I meet you at Kyoto Station at 8 a.m. I take you to a local home which is 8 minutes walk from the meeting point. I teach you how to use abacus or how to write Japanese calligraphy for 45 minutes. Then, we go to Sanjusangendo temple by bus which is famous for its 1001 statues of Kannon, the goddess of mercy. Measuring 120 meters, the temple hall is Japan's longest wooden structure. The name Sanjusangendo (literally "33 intervals") derives from the number of intervals between the building's support columns. Next, we go to a long-established Japanese confectionery shop. You will have one of the Japanese cakes together with a cup of green tea. Finally we go to Gion-Shijo by a train. I give an explanation about the maiko and the geisha girl to you in the back alley of Gion. The tour will finish in front of Gion corner at 12:30
I have been working as a licensed tour guide for 4 years and I was chosen as an excellent guide of Japan in 2017 by the global travel company and was invited to the Australian head office. I learned an abacus and penmanship from a primary schoolchild to a junior high student. And, when I was high school student, I taught a primary schoolchild and a junior high student the abacus. Then long time passed, and I could pass the test of the first class of the abacus four years ago. I think that both the abacus and the penmanship connect with the spirit of Zen meditation. Both are because a consciousness to stare at oneself is necessary in addition to a power of concentration. Therefore, I would like to teach foreign people what an abacus and penmanship are: it would help to understand Japanese spirituality.
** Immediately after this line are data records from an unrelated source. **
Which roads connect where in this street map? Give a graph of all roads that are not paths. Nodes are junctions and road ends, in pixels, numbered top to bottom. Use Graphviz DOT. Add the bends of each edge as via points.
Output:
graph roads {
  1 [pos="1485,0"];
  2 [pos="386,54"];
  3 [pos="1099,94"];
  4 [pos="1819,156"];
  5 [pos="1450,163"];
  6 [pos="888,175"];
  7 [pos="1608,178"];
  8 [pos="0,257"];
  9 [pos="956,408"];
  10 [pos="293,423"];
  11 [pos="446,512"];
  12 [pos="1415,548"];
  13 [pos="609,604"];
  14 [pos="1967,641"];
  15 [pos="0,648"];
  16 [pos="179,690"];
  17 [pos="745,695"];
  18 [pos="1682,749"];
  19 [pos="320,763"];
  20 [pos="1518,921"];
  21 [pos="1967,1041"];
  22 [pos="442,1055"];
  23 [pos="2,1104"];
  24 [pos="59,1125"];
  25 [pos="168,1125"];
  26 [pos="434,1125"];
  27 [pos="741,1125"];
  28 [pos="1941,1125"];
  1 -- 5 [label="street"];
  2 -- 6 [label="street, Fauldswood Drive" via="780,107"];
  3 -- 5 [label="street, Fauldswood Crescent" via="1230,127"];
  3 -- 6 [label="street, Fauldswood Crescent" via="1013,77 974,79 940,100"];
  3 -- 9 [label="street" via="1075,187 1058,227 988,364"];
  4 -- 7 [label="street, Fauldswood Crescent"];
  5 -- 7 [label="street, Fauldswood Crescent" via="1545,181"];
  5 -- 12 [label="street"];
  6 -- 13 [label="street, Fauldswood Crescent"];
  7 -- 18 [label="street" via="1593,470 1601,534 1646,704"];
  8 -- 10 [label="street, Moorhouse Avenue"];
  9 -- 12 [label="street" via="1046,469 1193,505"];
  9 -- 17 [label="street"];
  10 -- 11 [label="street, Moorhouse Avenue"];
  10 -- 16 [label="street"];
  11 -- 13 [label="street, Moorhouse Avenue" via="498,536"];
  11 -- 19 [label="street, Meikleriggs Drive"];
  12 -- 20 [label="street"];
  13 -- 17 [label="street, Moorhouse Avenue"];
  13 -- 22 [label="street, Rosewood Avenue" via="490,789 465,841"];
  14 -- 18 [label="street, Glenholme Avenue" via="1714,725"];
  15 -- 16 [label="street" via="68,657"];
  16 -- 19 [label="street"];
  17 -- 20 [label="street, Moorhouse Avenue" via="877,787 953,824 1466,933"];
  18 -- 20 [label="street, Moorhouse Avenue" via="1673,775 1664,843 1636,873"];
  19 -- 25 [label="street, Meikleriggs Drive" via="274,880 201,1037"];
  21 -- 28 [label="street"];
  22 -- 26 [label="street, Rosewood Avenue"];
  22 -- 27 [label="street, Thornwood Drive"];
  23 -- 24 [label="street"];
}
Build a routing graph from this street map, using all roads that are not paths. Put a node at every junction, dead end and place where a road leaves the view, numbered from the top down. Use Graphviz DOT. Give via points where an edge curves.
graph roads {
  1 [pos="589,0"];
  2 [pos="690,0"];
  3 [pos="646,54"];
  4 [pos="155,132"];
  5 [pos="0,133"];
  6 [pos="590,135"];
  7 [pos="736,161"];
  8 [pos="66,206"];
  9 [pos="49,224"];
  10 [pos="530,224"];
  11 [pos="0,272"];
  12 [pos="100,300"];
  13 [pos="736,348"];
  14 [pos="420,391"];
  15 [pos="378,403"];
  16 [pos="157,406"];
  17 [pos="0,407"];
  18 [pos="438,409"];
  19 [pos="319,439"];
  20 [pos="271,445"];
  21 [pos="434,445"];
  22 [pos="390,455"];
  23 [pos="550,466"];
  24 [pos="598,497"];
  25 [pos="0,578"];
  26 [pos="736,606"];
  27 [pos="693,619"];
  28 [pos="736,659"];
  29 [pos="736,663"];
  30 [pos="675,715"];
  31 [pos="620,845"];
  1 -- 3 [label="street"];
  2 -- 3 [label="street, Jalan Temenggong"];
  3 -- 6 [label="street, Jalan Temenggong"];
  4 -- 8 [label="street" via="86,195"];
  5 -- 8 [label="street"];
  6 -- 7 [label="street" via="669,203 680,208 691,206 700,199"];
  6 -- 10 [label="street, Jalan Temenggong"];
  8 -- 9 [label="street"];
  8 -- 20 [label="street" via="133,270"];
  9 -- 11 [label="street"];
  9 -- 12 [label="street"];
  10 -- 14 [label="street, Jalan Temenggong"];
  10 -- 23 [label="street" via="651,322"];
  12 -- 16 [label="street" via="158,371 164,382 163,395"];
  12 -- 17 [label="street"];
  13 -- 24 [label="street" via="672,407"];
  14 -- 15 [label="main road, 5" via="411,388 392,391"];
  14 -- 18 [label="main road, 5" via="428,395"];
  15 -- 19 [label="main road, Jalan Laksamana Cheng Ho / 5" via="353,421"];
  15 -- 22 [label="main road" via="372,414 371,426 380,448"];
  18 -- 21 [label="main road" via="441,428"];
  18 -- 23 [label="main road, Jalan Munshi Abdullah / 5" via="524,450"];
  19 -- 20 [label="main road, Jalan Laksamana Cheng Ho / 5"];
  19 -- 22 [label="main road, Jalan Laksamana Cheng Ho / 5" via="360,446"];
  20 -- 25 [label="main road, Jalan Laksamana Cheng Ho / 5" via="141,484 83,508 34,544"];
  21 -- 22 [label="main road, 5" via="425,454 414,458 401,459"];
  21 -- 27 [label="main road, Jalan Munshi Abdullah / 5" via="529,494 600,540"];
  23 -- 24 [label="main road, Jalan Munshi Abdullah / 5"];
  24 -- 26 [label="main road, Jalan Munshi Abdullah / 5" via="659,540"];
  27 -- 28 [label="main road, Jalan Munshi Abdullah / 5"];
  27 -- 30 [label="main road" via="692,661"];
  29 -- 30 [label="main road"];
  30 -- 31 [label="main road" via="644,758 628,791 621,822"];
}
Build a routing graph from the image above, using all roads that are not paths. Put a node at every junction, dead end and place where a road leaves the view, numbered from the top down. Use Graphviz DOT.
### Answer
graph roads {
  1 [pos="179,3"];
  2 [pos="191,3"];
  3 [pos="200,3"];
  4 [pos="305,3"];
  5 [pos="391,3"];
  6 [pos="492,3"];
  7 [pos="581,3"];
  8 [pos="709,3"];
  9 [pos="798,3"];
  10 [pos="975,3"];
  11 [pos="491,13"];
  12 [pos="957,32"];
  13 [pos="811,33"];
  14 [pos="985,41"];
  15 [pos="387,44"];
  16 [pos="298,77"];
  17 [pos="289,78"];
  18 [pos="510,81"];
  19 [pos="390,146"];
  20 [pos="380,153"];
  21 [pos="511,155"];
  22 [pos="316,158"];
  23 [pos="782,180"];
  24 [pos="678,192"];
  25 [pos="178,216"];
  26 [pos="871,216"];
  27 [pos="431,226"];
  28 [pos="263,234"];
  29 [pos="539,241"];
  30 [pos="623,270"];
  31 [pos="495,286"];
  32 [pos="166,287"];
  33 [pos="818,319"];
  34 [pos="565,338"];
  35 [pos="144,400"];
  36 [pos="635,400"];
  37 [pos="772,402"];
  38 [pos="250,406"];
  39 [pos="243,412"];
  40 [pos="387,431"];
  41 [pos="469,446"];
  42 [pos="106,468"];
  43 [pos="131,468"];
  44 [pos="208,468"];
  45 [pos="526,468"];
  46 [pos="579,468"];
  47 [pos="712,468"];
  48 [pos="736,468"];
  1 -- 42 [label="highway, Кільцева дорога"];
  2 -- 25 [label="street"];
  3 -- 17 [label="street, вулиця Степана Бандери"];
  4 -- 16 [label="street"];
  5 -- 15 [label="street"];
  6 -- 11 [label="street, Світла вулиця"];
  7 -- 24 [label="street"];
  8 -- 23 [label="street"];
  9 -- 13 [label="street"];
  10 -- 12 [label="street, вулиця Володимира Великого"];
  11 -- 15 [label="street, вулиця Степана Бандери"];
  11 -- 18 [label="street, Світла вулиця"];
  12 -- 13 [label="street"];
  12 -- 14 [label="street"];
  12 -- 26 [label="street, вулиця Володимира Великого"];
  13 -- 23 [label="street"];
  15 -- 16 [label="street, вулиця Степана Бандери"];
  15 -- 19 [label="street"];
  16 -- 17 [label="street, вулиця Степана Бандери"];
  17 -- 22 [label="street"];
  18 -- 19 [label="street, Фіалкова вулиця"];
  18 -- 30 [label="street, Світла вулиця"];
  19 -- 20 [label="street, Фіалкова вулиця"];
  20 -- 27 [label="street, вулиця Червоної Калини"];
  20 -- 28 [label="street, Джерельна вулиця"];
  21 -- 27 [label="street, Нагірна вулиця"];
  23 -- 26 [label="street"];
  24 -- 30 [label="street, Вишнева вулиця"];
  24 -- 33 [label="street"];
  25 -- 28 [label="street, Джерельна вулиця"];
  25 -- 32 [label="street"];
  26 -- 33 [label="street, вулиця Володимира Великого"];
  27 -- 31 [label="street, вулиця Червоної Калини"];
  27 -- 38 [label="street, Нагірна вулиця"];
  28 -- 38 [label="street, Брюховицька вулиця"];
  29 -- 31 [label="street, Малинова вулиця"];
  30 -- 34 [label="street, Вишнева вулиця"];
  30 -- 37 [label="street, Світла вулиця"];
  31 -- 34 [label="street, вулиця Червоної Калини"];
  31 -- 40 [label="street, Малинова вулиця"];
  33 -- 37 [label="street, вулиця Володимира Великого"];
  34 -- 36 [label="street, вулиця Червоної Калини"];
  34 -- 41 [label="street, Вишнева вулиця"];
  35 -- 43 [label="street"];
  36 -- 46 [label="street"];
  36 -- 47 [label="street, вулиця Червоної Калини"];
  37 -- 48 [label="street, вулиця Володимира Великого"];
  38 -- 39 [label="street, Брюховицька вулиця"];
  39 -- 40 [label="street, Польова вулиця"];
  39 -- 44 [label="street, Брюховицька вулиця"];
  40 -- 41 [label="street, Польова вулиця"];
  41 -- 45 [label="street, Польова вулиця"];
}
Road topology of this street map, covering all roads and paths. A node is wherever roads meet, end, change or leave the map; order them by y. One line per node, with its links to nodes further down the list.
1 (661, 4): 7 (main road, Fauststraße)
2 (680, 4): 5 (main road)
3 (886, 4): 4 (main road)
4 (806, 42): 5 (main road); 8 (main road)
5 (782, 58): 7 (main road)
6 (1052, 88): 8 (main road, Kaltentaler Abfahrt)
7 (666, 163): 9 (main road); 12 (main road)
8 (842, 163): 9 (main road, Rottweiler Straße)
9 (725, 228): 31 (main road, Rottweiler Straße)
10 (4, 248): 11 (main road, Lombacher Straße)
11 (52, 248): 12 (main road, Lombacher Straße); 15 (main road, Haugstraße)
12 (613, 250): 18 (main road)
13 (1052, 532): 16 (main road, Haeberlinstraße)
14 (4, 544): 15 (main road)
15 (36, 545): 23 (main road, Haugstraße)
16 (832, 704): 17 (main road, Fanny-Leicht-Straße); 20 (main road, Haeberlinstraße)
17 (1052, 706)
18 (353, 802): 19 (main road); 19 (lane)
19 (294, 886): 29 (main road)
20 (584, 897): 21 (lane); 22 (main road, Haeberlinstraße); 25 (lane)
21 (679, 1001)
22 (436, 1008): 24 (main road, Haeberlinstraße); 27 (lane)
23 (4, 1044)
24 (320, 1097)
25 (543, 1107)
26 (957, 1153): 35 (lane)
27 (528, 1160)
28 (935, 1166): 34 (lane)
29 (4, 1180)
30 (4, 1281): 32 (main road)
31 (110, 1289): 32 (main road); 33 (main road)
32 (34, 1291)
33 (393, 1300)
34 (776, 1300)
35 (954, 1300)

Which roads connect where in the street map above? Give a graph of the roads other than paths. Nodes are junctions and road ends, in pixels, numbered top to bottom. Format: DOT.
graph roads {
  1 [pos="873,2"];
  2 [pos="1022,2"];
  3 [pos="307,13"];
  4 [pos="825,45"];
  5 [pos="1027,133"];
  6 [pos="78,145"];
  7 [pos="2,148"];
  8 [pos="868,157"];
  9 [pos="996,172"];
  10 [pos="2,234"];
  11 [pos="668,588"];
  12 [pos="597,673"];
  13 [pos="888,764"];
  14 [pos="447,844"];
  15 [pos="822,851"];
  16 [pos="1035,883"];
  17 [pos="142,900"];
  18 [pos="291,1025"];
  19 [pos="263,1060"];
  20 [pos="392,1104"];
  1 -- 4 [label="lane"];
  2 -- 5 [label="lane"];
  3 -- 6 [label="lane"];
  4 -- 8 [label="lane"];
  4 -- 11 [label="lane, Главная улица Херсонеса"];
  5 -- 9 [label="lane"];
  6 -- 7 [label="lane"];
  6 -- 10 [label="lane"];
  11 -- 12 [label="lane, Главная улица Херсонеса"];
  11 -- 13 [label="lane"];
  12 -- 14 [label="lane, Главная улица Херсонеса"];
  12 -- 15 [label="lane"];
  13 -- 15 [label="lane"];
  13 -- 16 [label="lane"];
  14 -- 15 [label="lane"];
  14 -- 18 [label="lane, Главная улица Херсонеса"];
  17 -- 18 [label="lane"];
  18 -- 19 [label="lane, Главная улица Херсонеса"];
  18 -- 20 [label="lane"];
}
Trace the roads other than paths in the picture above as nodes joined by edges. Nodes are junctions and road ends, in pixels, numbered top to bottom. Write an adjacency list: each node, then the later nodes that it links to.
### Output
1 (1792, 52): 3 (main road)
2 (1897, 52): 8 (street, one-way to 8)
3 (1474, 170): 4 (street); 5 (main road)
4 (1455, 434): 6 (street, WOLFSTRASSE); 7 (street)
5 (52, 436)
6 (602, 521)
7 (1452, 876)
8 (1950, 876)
We go to a local Japanese home where you learn how to use abacus or how to write Japanese calligraphy. Then, we go to Sanjusangendo temple by bus which is famous for its 1001 statues of Kannon, the goddess of mercy. Next, we go to nearby a long-established Japanese confectionery shop in Shichijo. You have a Japanese confectionery with green tea there. Finally we go to Gion where I give an explanation about the maiko and geisha.